23 сентября. Не имея никаких сведений, где находится разошедшаяся с Барановым партия, мы отправили судно «Ермак» для ее отыскания, а сами занялись подготовкой удобного для нее места на берегу. В 8 часов вечера, к нашей радости, показалась передовая часть партии. Она состояла из 60 байдарок и более 20 русских, под начальством Кускова, который, подойдя к «Неве», дал ружейный залп, а мы пустили две ракеты. Хотя время было светлое, однако я приказал повесить по одному фонарю на каждую мачту, полагая, что байдарки будут идти всю ночь.
24 сентября. На следующее утро собралось не более половины партии, но берег, длиной сажен в 150 [метров 270], занят был людьми. К восходу солнца небо очистилось. Однако, поскольку очень многие кадьякцы еще отсутствовали, я отправил вооруженный четырьмя фальконетами баркас, приказав ему находиться в заливе и при необходимости защищать их от нападения ситкинцев. Сам же в 9 часов сошел на берег.

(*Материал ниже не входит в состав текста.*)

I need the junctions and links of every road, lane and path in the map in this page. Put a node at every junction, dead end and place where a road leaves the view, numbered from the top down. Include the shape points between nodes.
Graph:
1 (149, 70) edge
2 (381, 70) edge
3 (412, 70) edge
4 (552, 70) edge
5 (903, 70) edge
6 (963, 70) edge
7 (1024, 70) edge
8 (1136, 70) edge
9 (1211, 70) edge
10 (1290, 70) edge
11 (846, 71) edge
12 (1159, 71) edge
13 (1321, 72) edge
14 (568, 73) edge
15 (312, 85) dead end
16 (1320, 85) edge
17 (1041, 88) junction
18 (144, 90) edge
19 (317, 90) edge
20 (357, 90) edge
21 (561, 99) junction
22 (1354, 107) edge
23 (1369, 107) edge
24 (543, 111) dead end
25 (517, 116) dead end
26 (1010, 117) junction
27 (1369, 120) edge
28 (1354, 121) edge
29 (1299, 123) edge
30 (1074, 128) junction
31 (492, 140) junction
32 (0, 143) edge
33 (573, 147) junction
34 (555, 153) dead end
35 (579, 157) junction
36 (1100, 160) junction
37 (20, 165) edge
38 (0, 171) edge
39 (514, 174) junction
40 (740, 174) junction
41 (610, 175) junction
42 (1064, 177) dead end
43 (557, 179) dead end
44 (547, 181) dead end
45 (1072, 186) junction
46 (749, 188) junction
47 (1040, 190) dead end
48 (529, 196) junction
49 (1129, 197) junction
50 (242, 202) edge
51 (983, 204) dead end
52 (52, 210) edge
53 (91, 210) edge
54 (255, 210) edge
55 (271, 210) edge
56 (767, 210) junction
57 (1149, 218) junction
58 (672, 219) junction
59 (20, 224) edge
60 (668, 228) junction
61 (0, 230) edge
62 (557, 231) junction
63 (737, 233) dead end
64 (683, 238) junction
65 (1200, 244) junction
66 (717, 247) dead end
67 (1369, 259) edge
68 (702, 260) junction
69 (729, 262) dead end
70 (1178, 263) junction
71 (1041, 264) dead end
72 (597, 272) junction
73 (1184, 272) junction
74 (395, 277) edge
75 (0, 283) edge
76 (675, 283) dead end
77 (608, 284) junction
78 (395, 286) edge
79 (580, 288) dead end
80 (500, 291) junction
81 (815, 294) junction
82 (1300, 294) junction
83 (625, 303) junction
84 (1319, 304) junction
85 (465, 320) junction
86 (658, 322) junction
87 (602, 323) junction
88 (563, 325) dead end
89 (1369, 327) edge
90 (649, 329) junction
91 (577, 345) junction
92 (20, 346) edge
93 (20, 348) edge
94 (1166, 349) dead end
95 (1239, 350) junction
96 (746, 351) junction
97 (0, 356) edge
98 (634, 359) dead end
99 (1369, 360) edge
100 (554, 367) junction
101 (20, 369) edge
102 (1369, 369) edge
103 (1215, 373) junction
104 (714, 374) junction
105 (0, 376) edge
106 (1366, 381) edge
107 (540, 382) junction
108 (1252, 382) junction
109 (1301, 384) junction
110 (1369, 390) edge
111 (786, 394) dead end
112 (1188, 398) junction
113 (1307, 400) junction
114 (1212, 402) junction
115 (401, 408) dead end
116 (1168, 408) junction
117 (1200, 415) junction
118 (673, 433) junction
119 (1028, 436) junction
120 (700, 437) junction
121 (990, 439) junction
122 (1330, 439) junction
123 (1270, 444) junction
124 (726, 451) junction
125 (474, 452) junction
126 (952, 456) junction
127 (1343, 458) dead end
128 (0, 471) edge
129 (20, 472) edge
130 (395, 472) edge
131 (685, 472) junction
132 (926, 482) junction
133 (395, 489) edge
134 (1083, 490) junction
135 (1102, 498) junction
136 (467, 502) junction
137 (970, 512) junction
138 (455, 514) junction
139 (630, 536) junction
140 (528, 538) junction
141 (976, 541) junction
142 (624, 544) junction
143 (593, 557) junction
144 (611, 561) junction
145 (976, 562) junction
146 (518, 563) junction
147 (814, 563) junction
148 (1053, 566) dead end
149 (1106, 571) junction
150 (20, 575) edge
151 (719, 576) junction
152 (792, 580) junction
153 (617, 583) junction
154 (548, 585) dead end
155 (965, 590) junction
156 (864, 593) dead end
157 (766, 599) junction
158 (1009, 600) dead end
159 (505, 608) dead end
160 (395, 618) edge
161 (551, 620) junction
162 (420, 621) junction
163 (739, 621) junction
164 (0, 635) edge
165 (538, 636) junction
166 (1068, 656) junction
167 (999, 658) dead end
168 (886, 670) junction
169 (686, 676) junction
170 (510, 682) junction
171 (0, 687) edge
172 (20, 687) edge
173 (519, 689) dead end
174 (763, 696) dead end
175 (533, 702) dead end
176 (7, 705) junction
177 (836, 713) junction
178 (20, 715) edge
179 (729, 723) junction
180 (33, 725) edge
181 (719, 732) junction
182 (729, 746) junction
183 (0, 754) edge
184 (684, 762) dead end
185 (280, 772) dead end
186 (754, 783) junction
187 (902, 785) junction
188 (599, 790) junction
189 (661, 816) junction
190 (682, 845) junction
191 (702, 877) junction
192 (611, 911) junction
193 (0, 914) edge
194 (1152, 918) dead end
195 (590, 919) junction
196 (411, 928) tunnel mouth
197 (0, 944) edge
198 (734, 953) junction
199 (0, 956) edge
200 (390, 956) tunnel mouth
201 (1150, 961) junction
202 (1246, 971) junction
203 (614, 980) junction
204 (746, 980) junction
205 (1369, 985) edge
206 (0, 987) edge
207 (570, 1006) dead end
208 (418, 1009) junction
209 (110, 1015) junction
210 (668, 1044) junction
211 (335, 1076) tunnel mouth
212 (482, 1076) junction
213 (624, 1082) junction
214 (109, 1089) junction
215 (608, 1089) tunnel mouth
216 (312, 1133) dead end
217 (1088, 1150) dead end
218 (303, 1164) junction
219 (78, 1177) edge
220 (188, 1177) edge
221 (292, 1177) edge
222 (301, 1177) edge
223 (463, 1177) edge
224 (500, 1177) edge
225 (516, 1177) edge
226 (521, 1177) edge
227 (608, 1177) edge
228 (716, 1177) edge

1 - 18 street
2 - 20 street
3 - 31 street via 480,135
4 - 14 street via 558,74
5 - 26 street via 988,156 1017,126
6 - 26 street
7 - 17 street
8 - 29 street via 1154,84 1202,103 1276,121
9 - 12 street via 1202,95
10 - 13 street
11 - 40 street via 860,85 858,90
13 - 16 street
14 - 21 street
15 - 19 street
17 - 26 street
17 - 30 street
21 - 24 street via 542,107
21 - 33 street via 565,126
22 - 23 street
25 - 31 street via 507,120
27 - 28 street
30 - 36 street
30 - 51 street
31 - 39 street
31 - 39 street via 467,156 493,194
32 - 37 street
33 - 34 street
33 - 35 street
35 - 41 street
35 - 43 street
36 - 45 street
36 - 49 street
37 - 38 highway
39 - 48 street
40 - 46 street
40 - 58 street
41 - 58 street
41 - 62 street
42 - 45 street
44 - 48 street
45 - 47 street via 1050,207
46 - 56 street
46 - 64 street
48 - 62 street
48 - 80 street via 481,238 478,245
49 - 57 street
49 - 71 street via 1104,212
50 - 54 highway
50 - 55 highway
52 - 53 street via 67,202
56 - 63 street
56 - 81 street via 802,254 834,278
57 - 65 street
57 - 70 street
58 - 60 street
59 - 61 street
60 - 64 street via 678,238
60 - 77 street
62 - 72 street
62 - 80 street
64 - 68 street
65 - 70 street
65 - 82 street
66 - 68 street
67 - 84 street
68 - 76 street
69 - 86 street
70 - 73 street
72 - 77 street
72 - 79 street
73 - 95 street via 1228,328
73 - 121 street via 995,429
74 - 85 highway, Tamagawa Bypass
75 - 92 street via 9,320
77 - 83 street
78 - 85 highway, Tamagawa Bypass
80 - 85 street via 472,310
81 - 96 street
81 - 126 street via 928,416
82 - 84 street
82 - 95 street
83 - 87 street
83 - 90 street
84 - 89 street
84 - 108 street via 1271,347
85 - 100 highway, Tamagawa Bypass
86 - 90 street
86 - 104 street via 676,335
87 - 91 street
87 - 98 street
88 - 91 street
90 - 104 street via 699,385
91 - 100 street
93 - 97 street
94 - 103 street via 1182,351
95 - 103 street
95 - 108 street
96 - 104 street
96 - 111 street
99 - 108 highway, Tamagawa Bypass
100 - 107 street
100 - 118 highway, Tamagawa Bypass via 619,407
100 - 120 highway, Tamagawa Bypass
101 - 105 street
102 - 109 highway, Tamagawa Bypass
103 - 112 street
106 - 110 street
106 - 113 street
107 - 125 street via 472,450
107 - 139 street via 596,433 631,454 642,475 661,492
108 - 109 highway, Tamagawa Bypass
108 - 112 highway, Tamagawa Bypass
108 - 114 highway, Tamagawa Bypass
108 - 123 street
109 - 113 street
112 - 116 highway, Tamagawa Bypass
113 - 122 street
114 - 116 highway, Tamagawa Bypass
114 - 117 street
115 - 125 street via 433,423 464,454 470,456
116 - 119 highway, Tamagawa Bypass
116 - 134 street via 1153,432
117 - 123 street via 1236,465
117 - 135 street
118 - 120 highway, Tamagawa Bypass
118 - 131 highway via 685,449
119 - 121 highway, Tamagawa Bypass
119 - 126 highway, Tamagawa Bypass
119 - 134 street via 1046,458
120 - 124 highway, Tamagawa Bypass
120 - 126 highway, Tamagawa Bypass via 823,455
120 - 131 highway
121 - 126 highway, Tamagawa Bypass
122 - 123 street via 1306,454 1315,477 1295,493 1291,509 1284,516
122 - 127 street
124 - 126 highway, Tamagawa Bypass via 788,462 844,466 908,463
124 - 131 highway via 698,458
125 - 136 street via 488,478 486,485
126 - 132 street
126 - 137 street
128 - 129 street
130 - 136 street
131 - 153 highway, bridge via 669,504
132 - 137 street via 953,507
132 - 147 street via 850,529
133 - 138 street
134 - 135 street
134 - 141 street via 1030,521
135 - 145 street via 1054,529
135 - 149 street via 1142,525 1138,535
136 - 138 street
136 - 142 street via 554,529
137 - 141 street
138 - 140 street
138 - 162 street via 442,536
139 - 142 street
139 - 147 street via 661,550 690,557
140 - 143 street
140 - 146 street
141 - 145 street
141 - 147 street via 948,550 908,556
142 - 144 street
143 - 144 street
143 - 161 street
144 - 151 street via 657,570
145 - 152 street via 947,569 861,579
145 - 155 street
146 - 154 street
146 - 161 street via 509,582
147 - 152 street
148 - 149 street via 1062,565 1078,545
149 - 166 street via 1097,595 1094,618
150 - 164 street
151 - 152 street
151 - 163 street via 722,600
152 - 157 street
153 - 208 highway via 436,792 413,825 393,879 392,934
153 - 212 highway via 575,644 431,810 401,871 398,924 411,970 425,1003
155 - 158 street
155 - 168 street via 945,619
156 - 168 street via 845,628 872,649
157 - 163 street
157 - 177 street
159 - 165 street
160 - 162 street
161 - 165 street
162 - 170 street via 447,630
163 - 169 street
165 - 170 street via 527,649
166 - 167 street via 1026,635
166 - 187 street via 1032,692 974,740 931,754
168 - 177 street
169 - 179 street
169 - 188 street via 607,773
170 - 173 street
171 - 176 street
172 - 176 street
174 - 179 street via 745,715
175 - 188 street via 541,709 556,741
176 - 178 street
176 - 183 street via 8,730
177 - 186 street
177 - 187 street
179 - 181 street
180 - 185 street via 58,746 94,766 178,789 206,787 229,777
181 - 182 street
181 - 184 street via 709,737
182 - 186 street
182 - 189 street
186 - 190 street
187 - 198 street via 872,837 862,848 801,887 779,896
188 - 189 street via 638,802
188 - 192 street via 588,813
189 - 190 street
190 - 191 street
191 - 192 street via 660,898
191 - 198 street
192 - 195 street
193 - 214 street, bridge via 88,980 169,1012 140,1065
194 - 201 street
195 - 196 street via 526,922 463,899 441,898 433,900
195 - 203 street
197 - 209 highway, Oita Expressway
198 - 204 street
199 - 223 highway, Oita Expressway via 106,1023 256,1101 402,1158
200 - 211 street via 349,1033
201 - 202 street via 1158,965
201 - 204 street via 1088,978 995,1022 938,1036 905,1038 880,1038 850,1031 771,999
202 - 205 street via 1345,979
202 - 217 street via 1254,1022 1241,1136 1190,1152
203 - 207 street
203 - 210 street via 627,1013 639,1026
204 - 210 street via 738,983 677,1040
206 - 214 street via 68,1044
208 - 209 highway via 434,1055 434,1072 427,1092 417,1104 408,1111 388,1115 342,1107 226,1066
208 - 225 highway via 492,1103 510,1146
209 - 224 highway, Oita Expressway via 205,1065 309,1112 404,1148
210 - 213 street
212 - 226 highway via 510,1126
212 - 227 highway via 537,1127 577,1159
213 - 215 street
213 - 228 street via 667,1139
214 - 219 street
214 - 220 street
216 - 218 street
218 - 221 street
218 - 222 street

Нужно обладать незаурядным красноречием, чтобы как следует описать картину, представившуюся мне при выходе из шлюпки. Некоторые семейства успели уже построить шалаши, иные же еще только приступили к делу, к берегу ежеминутно приставали многочисленные байдарки. Казалось, все вокруг пребывало в движении. Кто-то развешивал для сушки свои вещи, некоторые варили еду, разводили огонь, а остальные, утомившись от трудов, решили подкрепить свои силы сном. При моем выходе из шлюпки навстречу нам вышло около пятисот русских американцев[107], в том числе и тайоны (старшины или начальники). Через несколько часов я собрался возвратиться на корабль, как вдруг с пришедших с моря байдарок нам дали знать, что ситкинцы напали на русских американцев. Вооруженные промышленники тотчас бросились на помощь, а я, с своей стороны, послал десятивесельный катер и ялик под командой лейтенанта Арбузова, так что за полчаса устье гавани покрылось гребными судами. В 5 часов пополудни наше войско возвратилось, и Арбузов доложил, что он подходил к нашей разоренной Архангельской крепости, но никого из ситкинцев не видел, а слышал только от кадьякских жителей, что неприятели, выехав на одной лодке, схватили нашу байдарку и убили двух гребцов.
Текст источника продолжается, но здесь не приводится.